What you will do: Search the records below for the word "dead", then return every line where it appears.

Saved entries:
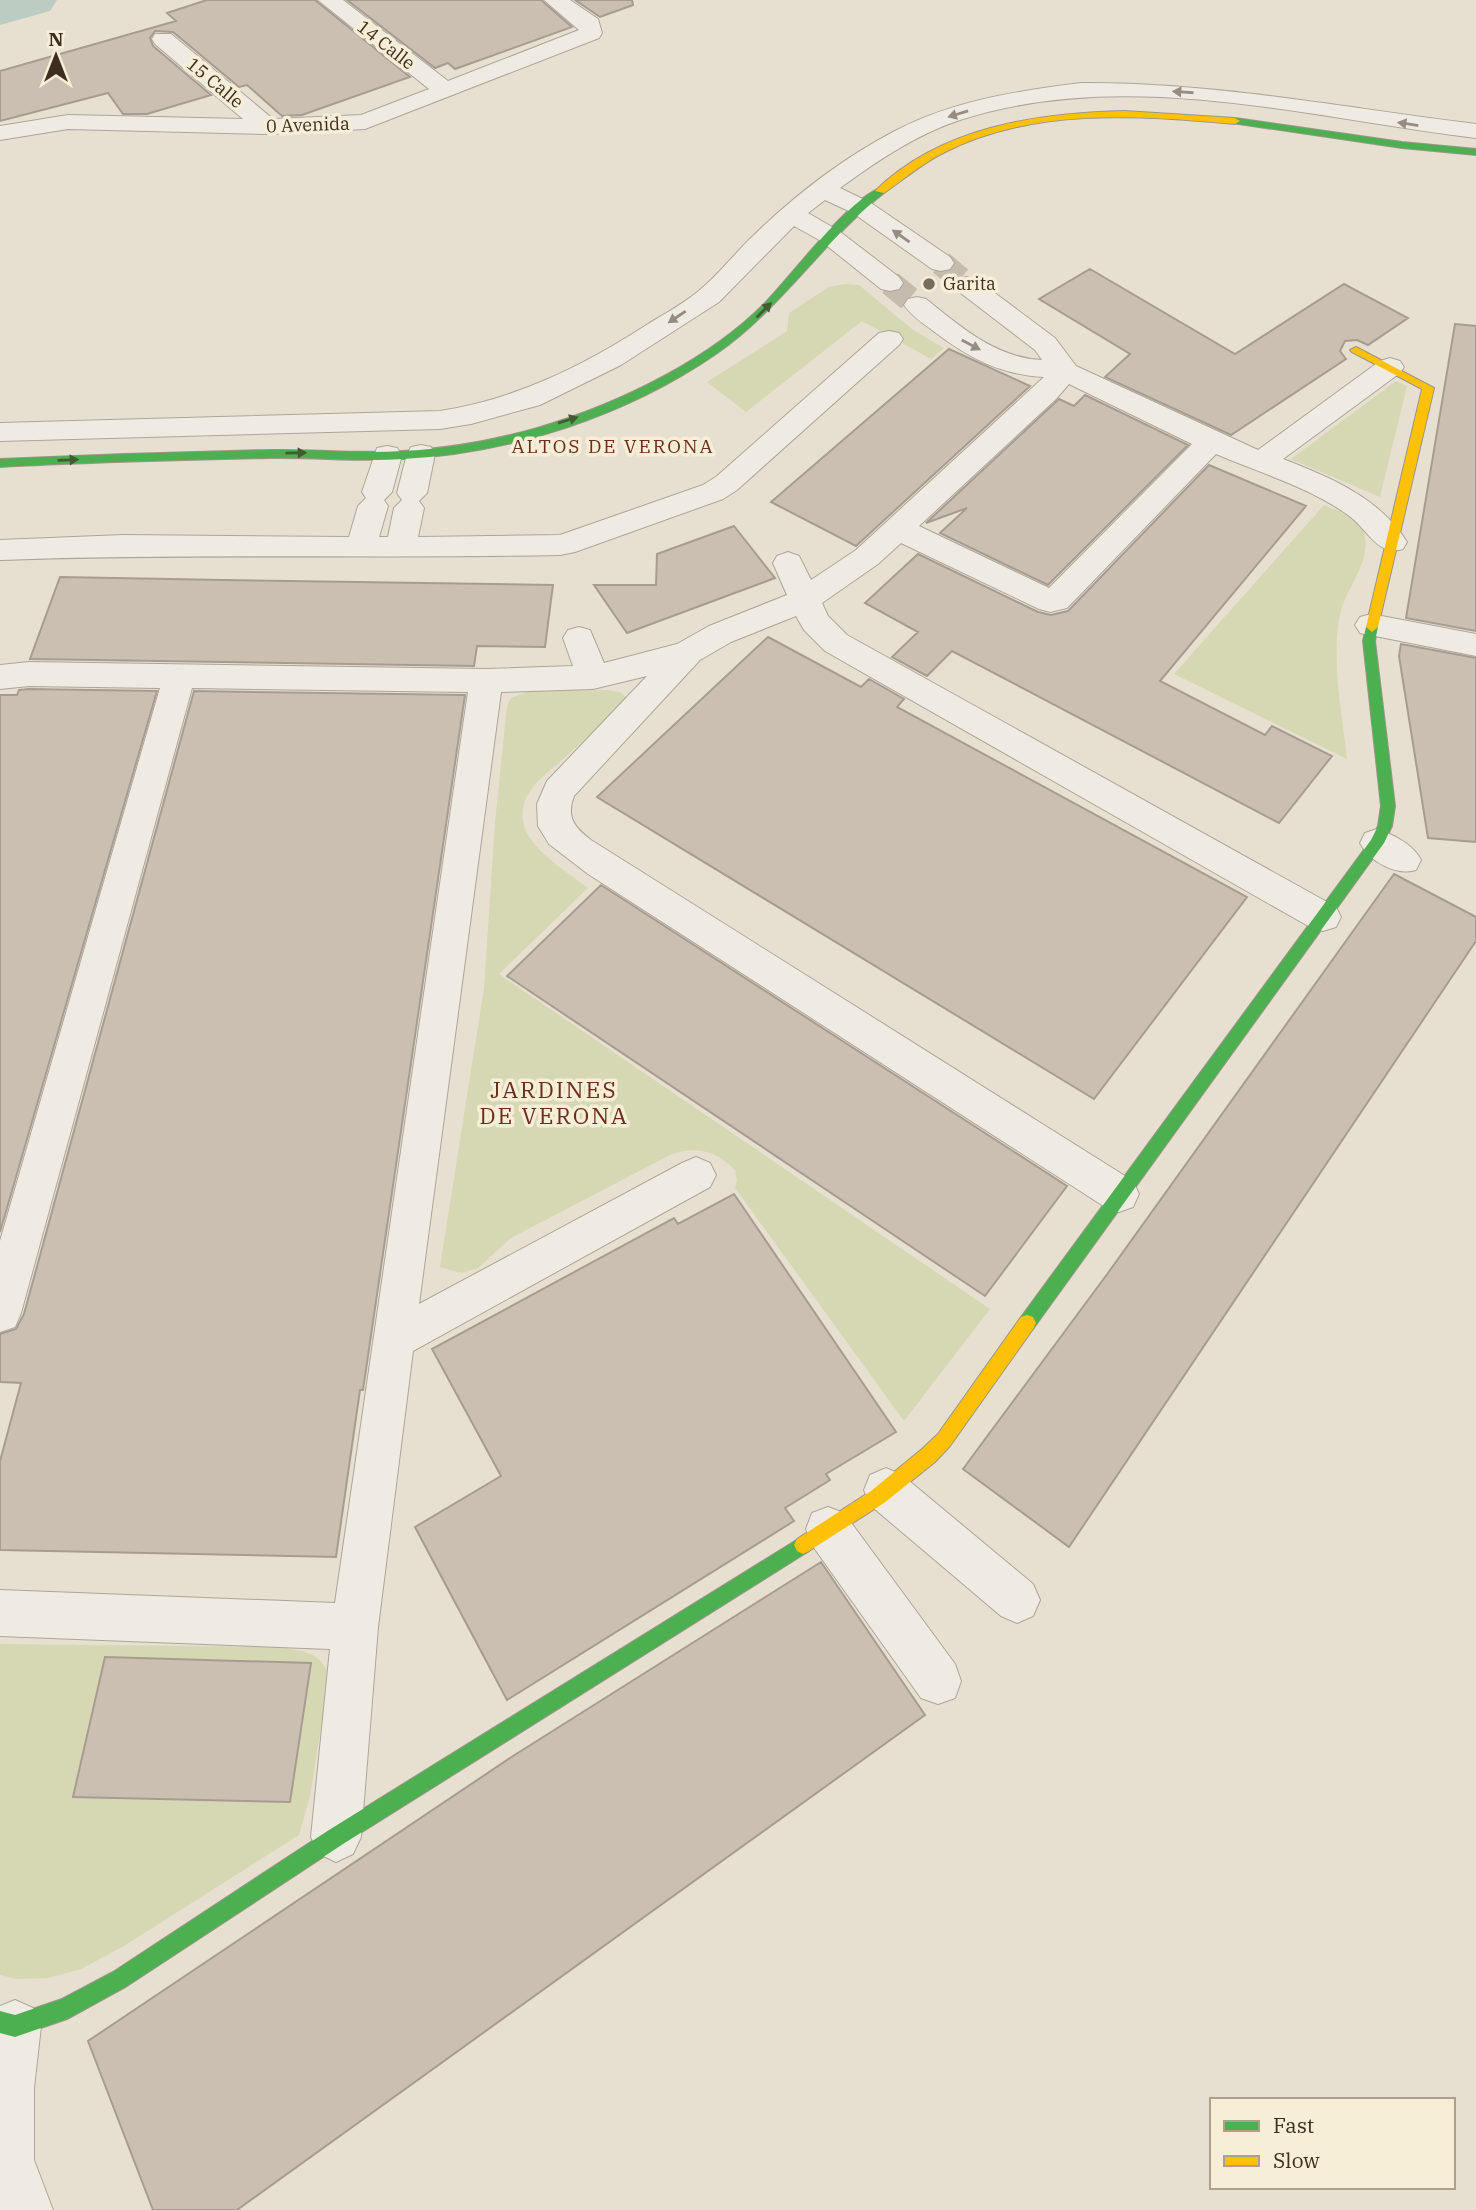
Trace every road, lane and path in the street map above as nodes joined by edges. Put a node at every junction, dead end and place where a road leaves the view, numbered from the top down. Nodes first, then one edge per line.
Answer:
1 (329, 0) edge
2 (555, 0) edge
3 (163, 39) dead end
4 (444, 89) junction
5 (267, 127) junction
6 (1476, 131) edge
7 (0, 133) edge
8 (1476, 152) edge
9 (825, 190) junction
10 (862, 208) junction
11 (793, 215) junction
12 (830, 236) junction
13 (941, 263) tunnel mouth
14 (890, 283) tunnel mouth
15 (967, 285) tunnel mouth
16 (917, 305) tunnel mouth
17 (889, 340) dead end
18 (1356, 350) dead end
19 (1390, 367) junction
20 (1065, 371) junction
21 (397, 421) junction
22 (0, 432) edge
23 (1212, 441) junction
24 (403, 455) junction
25 (1262, 461) junction
26 (0, 463) edge
27 (896, 528) junction
28 (1391, 542) junction
29 (361, 548) junction
30 (401, 548) junction
31 (0, 550) edge
32 (788, 564) dead end
33 (803, 601) junction
34 (1371, 625) junction
35 (579, 638) dead end
36 (1476, 645) edge
37 (688, 652) junction
38 (2, 666) edge
39 (179, 677) junction
40 (593, 677) junction
41 (486, 681) junction
42 (1323, 917) junction
43 (696, 1175) dead end
44 (1119, 1194) junction
45 (0, 1313) edge
46 (393, 1340) junction
47 (886, 1490) junction
48 (828, 1529) junction
49 (1017, 1600) dead end
50 (0, 1613) edge
51 (355, 1627) junction
52 (938, 1681) dead end
53 (336, 1837) junction
54 (8, 2024) edge
55 (4, 2164) edge
56 (26, 2210) edge

1 - 4 street, 14 Calle
2 - 4 street, 0 Avenida
3 - 5 street, 15 Calle
4 - 5 street, 0 Avenida
5 - 7 street, 0 Avenida
6 -> 9 street
8 - 10 street
9 - 10 street
9 - 11 street
10 - 12 street
13 -> 10 street
11 - 12 street
11 -> 21 street
12 - 14 street
24 -> 12 street
15 - 20 street
16 -> 20 street
17 - 30 street
18 - 19 street
19 - 25 street
19 - 28 street
20 - 23 street
20 - 27 street
21 - 22 street
21 - 24 street
23 - 25 street
23 - 27 street
26 -> 24 street
24 - 29 street
24 - 30 street
25 - 28 street
27 - 33 street
28 - 34 street
29 - 30 street
29 - 31 street
32 - 33 street
33 - 37 street
33 - 42 street
34 - 36 street
34 - 42 street
35 - 40 street
37 - 40 street
37 - 44 street
38 - 39 street
39 - 41 street
39 - 45 street
40 - 41 street
41 - 46 street
42 - 44 street
43 - 46 street
44 - 47 street
46 - 51 street
47 - 48 street
47 - 49 street
48 - 52 street
48 - 53 street
50 - 51 street
51 - 53 street
53 - 54 street
54 - 55 street
55 - 56 street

Reply to the exercise:
Trace every road, lane and path in the street map above as nodes joined by edges. Put a node at every junction, dead end and place where a road leaves the view, numbered from the top down. Nodes first, then one edge per line.
3 (163, 39) dead end
17 (889, 340) dead end
18 (1356, 350) dead end
32 (788, 564) dead end
35 (579, 638) dead end
43 (696, 1175) dead end
49 (1017, 1600) dead end
52 (938, 1681) dead end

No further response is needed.